## ACTIVITY
Across the records below, how many lines include the string "湯辺田八女線"? State the number and nothing more.

## RECORDS FOR THIS TASK
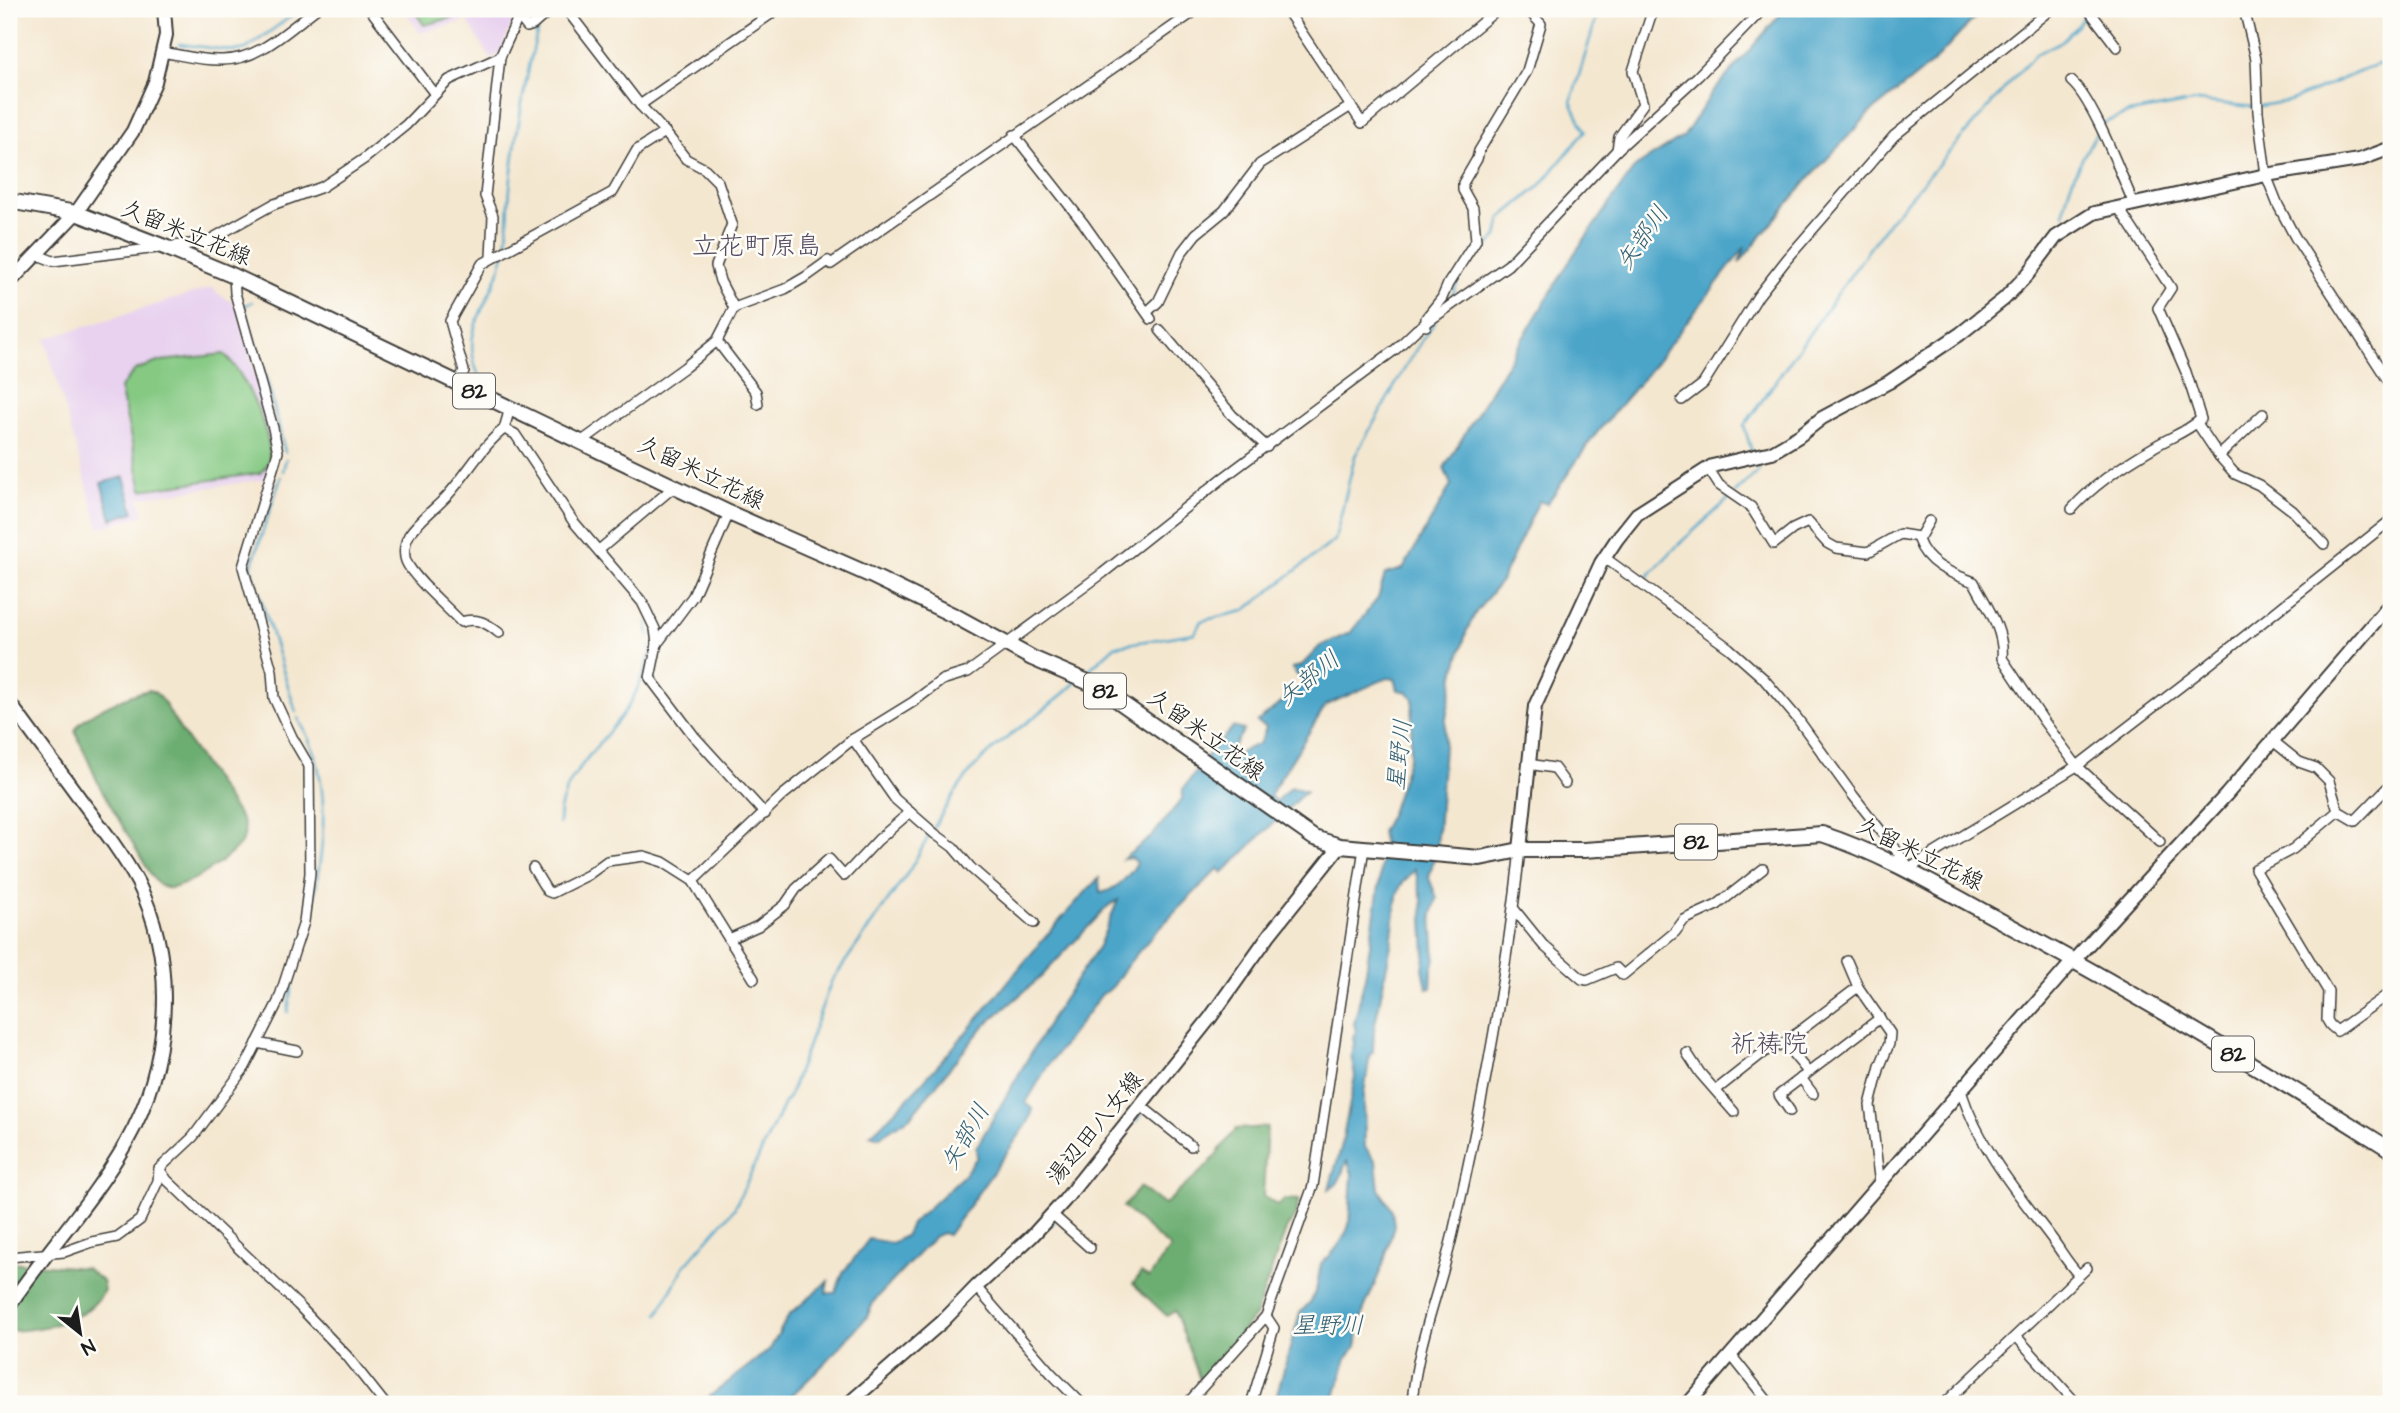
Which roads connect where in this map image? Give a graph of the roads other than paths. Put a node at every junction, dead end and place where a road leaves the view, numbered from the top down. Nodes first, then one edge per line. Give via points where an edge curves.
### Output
1 (164, 9) edge
2 (316, 9) edge
3 (370, 9) edge
4 (551, 9) edge
5 (566, 9) edge
6 (778, 9) edge
7 (1198, 9) edge
8 (1286, 9) edge
9 (1497, 9) edge
10 (1527, 9) edge
11 (1653, 9) edge
12 (1763, 9) edge
13 (2051, 9) edge
14 (2088, 9) edge
15 (2244, 9) edge
16 (520, 12) edge
17 (2117, 47) dead end
18 (162, 52) junction
19 (500, 57) junction
20 (2071, 81) dead end
21 (435, 94) junction
22 (640, 105) junction
23 (1352, 108) junction
24 (665, 132) junction
25 (1014, 135) junction
26 (2391, 148) edge
27 (1617, 150) junction
28 (2266, 175) junction
29 (9, 201) edge
30 (2134, 204) junction
31 (2118, 207) junction
32 (76, 213) junction
33 (167, 248) junction
34 (35, 254) junction
35 (491, 257) junction
36 (234, 276) junction
37 (9, 282) edge
38 (734, 308) junction
39 (1426, 326) junction
40 (1160, 330) dead end
41 (717, 341) junction
42 (457, 384) junction
43 (2391, 385) edge
44 (1682, 400) dead end
45 (758, 404) dead end
46 (510, 408) junction
47 (2263, 414) dead end
48 (2197, 424) junction
49 (504, 429) junction
50 (582, 441) junction
51 (1267, 447) junction
52 (2219, 456) junction
53 (1708, 468) junction
54 (675, 486) junction
55 (2072, 509) dead end
56 (729, 513) junction
57 (2391, 520) edge
58 (1929, 521) dead end
59 (1919, 537) junction
60 (2324, 544) dead end
61 (599, 550) junction
62 (1605, 558) junction
63 (2391, 603) edge
64 (499, 633) dead end
65 (657, 644) junction
66 (1006, 645) junction
67 (9, 702) edge
68 (853, 739) junction
69 (2273, 741) junction
70 (1528, 764) junction
71 (2077, 766) junction
72 (1565, 783) dead end
73 (2391, 784) edge
74 (2338, 811) junction
75 (910, 812) junction
76 (765, 814) junction
77 (2160, 842) dead end
78 (1340, 846) junction
79 (1367, 848) junction
80 (1520, 850) junction
81 (533, 868) dead end
82 (1763, 869) dead end
83 (1907, 869) junction
84 (693, 881) junction
85 (1514, 909) junction
86 (1034, 923) dead end
87 (729, 939) junction
88 (2074, 960) junction
89 (1847, 961) dead end
90 (754, 979) dead end
91 (1858, 987) junction
92 (2391, 992) edge
93 (1880, 1018) junction
94 (2337, 1031) junction
95 (2337, 1041) dead end
96 (257, 1043) junction
97 (1784, 1043) junction
98 (297, 1051) dead end
99 (1687, 1053) dead end
100 (1805, 1075) junction
101 (1716, 1090) junction
102 (1961, 1091) junction
103 (1813, 1094) dead end
104 (1140, 1105) junction
105 (1790, 1111) dead end
106 (1734, 1112) dead end
107 (1191, 1146) dead end
108 (2391, 1150) edge
109 (162, 1181) junction
110 (1880, 1185) junction
111 (1052, 1214) junction
112 (1090, 1248) dead end
113 (49, 1251) junction
114 (9, 1257) edge
115 (976, 1287) junction
116 (9, 1307) edge
117 (1266, 1316) junction
118 (2015, 1336) junction
119 (1731, 1355) junction
120 (385, 1404) edge
121 (848, 1404) edge
122 (1082, 1404) edge
123 (1187, 1404) edge
124 (1251, 1404) edge
125 (1412, 1404) edge
126 (1688, 1404) edge
127 (1770, 1404) edge
128 (1944, 1404) edge
129 (2077, 1404) edge

1 - 18 street
2 - 18 street via 248,56 218,61
3 - 21 street
4 - 16 street via 527,27
5 - 22 street
6 - 22 street
7 - 25 street
8 - 23 street
9 - 23 street via 1362,123
10 - 39 street via 1541,24 1527,71 1463,183 1473,208 1476,240 1426,318
11 - 27 street via 1633,71 1643,104 1619,137
12 - 27 street
13 - 44 street via 1894,136 1758,296 1703,384
14 - 17 street
15 - 28 street via 2256,59
16 - 19 street
18 - 32 street via 155,82 133,131
19 - 21 street via 457,75
19 - 35 street via 485,197 493,216
20 - 30 street via 2096,121
21 - 33 street via 406,125 322,187 272,205 206,242
22 - 24 street
23 - 25 street via 1260,164 1224,211 1182,252 1149,316
24 - 35 street via 637,150 613,192
24 - 38 street via 686,159 718,181 732,224 716,266
25 - 38 street via 831,264 828,261 785,289
26 - 28 street via 2359,160
27 - 39 street via 1508,265
28 - 30 street
28 - 43 street via 2295,237
29 - 32 main road, 久留米立花線 / 82
30 - 31 street
31 - 48 street via 2171,288 2158,308 2186,372 2201,419
31 - 53 street via 2094,214 2056,237 2004,299 1889,382 1822,418 1772,452
32 - 33 main road, 久留米立花線 / 82
32 - 34 street
33 - 34 street via 52,261
33 - 36 main road, 久留米立花線 / 82
34 - 37 street
35 - 42 street via 482,264 450,321 464,371
36 - 42 main road, 久留米立花線 / 82
36 - 96 street via 278,452 243,567 272,671 274,698 309,766 311,795 304,922 278,1002
38 - 41 street
39 - 51 street
40 - 51 street
41 - 45 street via 756,392
41 - 50 street
42 - 46 main road, 久留米立花線 / 82
46 - 49 street
46 - 50 main road, 久留米立花線 / 82
47 - 52 street
48 - 52 street
48 - 55 street via 2146,452
49 - 61 street via 515,434 573,521
49 - 64 street via 405,545 405,559 413,571 461,622 484,621
50 - 54 main road, 久留米立花線 / 82
51 - 66 street
52 - 60 street via 2235,474 2259,485 2293,512
53 - 59 street via 1719,485 1751,507 1774,544 1808,522 1836,548 1868,552 1900,534
53 - 62 street via 1637,514
54 - 56 main road, 久留米立花線 / 82
54 - 61 street
56 - 65 street via 693,596
56 - 66 main road, 久留米立花線 / 82 via 870,575
57 - 71 street
58 - 59 street
59 - 71 street via 1921,548 1933,562 1974,582 1999,632 2002,658
61 - 65 street via 647,610
62 - 70 street via 1535,706
62 - 83 street via 1763,678
63 - 69 street
65 - 76 street via 650,678 694,736
66 - 68 street via 968,672 942,680
66 - 78 main road, 久留米立花線 / 82 via 1097,685 1290,823 1314,838
67 - 113 street via 137,881 163,970 160,1042 145,1104 115,1160
68 - 75 street via 895,799
68 - 76 street
69 - 74 street via 2329,781
69 - 88 street
70 - 72 street via 1554,768
70 - 80 street
71 - 77 street
71 - 83 street
73 - 74 street via 2355,821
74 - 94 street via 2293,849 2255,869 2328,991 2327,1020
75 - 86 street
75 - 87 street via 844,876 829,859 785,905 758,926
76 - 84 street
78 - 79 main road, 久留米立花線 / 82
78 - 104 street, 湯辺田八女線
79 - 80 main road, 久留米立花線 / 82 via 1480,858
79 - 117 street via 1313,1186
80 - 83 main road, 久留米立花線 / 82 via 1822,834
80 - 85 street
81 - 84 street via 552,893 607,861 644,856
82 - 85 street via 1717,905 1684,920 1623,975 1616,968 1582,979 1543,945
83 - 88 main road, 久留米立花線 / 82
84 - 87 street
85 - 125 street via 1472,1146
87 - 90 street
88 - 102 street
88 - 108 main road, 久留米立花線 / 82
89 - 91 street
91 - 93 street
91 - 97 street
92 - 94 street
93 - 100 street
93 - 110 street via 1890,1033 1870,1105
94 - 95 street
96 - 98 street
96 - 109 street via 209,1116 159,1170
97 - 100 street
97 - 101 street via 1764,1052
99 - 101 street
100 - 103 street
100 - 105 street via 1779,1095
101 - 106 street
102 - 110 street
102 - 118 street via 1970,1118 1999,1168 2067,1262 2083,1272
104 - 107 street
104 - 111 street, 湯辺田八女線
109 - 113 street via 140,1220 117,1237 64,1252
109 - 120 street via 184,1195 298,1305
110 - 119 street
111 - 112 street
111 - 115 street, 湯辺田八女線
113 - 114 street
113 - 116 street
115 - 121 street, 湯辺田八女線
115 - 122 street
117 - 123 street
117 - 124 street via 1274,1328
118 - 128 street
118 - 129 street
119 - 126 street
119 - 127 street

## RESPONSE TO THE TASK
4